Девочке конец, подумал я. Провались все ко всем чертям! Я опять сел на кровать. Комната описала вместе со мною круг, но потом остановилась. Я надеялся, что Тамаш не замечает моего состояния. Он сидел передо мной, опустив глаза, как будто забеременел сам. Оба мы не произнесли ни слова. Нарушил молчание я; в конце концов из нас двоих я был старше, опытнее, бесстыднее.
— Поздравляю, — сказал я. — Надеюсь, будет мальчик, но пойдет не в деда, это дурная наследственность. Зачем вы так рано начали? Желаете споспешествовать демографическому росту нации?
— Возможно, — сказал Тамаш, как показалось мне, уже с некоторым раздражением. — Мы оба хотим иметь много детей, дорогой отец.
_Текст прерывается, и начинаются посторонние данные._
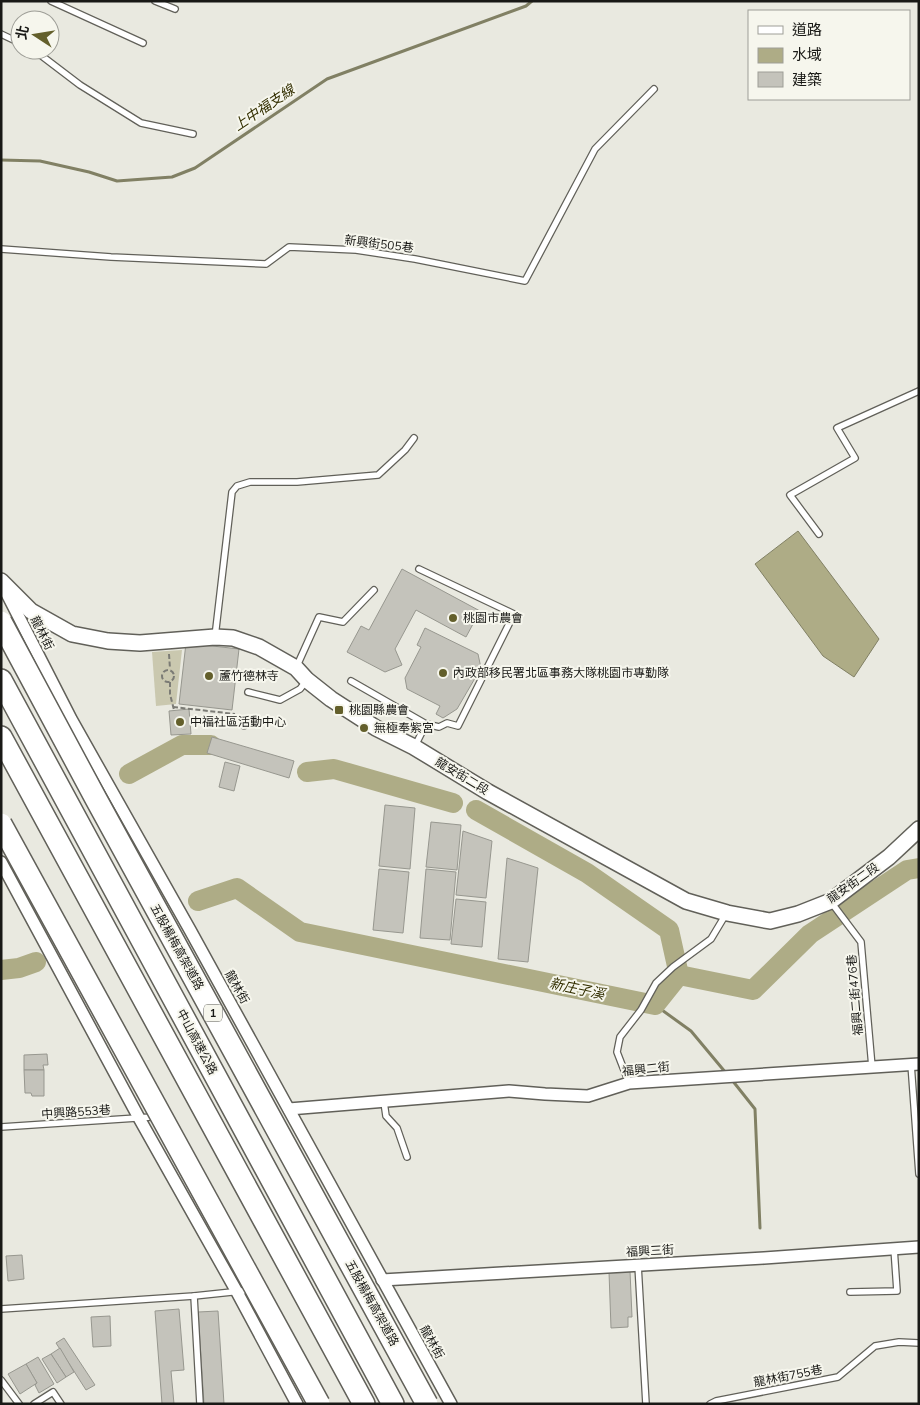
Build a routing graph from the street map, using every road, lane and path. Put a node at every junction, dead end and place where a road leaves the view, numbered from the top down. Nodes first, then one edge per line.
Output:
1 (51, 1) edge
2 (155, 1) edge
3 (175, 9) dead end
4 (143, 43) dead end
5 (47, 60) edge
6 (654, 89) dead end
7 (193, 134) dead end
8 (1, 249) edge
9 (919, 391) edge
10 (414, 438) dead end
11 (819, 534) dead end
12 (419, 568) dead end
13 (1, 582) edge
14 (374, 590) dead end
15 (1, 622) edge
16 (215, 637) junction
17 (296, 668) junction
18 (1, 680) edge
19 (307, 680) junction
20 (350, 681) dead end
21 (170, 682) junction
22 (248, 692) dead end
23 (173, 707) junction
24 (174, 710) dead end
25 (234, 714) dead end
26 (426, 724) junction
27 (1, 737) edge
28 (414, 748) junction
29 (1, 824) edge
30 (919, 829) edge
31 (1, 862) edge
32 (833, 904) junction
33 (727, 913) junction
34 (915, 1064) edge
35 (872, 1067) junction
36 (629, 1083) junction
37 (384, 1102) junction
38 (289, 1109) junction
39 (152, 1117) dead end
40 (139, 1118) junction
41 (1, 1127) edge
42 (406, 1157) dead end
43 (919, 1174) edge
44 (894, 1247) junction
45 (919, 1247) edge
46 (638, 1265) junction
47 (382, 1280) junction
48 (259, 1288) dead end
49 (237, 1292) junction
50 (850, 1292) dead end
51 (194, 1296) junction
52 (1, 1309) edge
53 (346, 1316) junction
54 (324, 1330) junction
55 (919, 1343) edge
56 (1, 1380) edge
57 (19, 1404) edge
58 (34, 1404) edge
59 (61, 1404) edge
60 (200, 1404) edge
61 (297, 1404) edge
62 (319, 1404) edge
63 (351, 1404) edge
64 (364, 1404) edge
65 (393, 1404) edge
66 (408, 1404) edge
67 (427, 1404) edge
68 (451, 1404) edge
69 (646, 1404) edge
70 (710, 1404) edge

1 - 4 lane
2 - 3 lane
5 - 7 lane
6 - 8 lane, 新興街505巷
9 - 11 lane
10 - 16 lane
12 - 26 lane
13 - 16 street, 龍安街二段
13 - 38 street, 龍林街
14 - 17 lane
15 - 67 highway, 五股楊梅高架道路 / 1, bridge
16 - 17 street, 龍安街二段
17 - 19 street, 龍安街二段
18 - 53 highway, 中山高速公路 / 1
19 - 22 lane
19 - 28 street, 龍安街二段
20 - 26 lane
21 - 21 path
21 - 23 path
23 - 24 path
23 - 25 path
26 - 28 lane
27 - 54 highway, 中山高速公路
28 - 33 street, 龍安街二段
29 - 62 highway, bridge
30 - 32 street, 龍安街二段
31 - 40 street
32 - 33 street, 龍安街二段
32 - 35 lane, 福興二街476巷
33 - 36 lane
34 - 35 street, 福興二街
34 - 43 lane
35 - 36 street, 福興二街
36 - 37 street, 福興二街
37 - 38 street, 福興二街
37 - 42 lane
38 - 47 street, 龍林街
39 - 40 lane, 中興路553巷
40 - 41 lane, 中興路553巷
40 - 49 street
44 - 45 street, 福興三街
44 - 46 street, 福興三街
44 - 50 lane
46 - 47 street, 福興三街
46 - 69 lane
47 - 68 street, 龍林街
48 - 49 lane
49 - 51 lane
49 - 61 street
51 - 52 lane
51 - 60 lane
53 - 65 highway, 中山高速公路 / 1
53 - 66 highway
54 - 63 highway
54 - 64 highway, 中山高速公路
55 - 70 lane, 龍林街755巷
56 - 57 lane
58 - 59 lane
— Placet[41], — сказал я. — Единственный ребенок в самом деле нехорошо… только не принимайте этого на свой счет, сударь мой! На третьем месяце, говоришь? Еще можно избавиться…
Стук в дверь: Катрин.
Удивленно:
— Ты здесь, Тамаш? — Весело: — И о чем же это вы тут вдвоем беседуете?
— Барышня, — сказал я, — либо войдите в комнату, либо останьтесь за порогом. Вам, должно быть, известно, что я не терплю перекличку через распахнутые двери.
Но она все же осталась в дверях; готовая к бегству?
— Уж не сказал ли ты? — вдруг взволновавшись, спросила она Тамаша.
— Сказал.
— Все?
— Все, — ответил Тамаш.
Девочка прикрыла за собой дверь. Ее лицо пылало, шея тоже. Она по-прежнему стояла у двери.
— Все? — переспросила она. И двинулась к моей постели: ноги несли вперед, душа увлекала назад.
— Все правильно, дети мои, — сказал я. — Правильно. Старость молодости не пара. А уж если к ним еще и третье поколение прибавится…
Внезапно девочка бросилась ко мне со всех ног и у самой кровати присела на корточки. В ее глазах стояли слезы. Она схватила мою безвольно висевшую руку, поцеловала. Я, конечно, отдернул ее, но она продолжала все так же сидеть на корточках перед кроватью.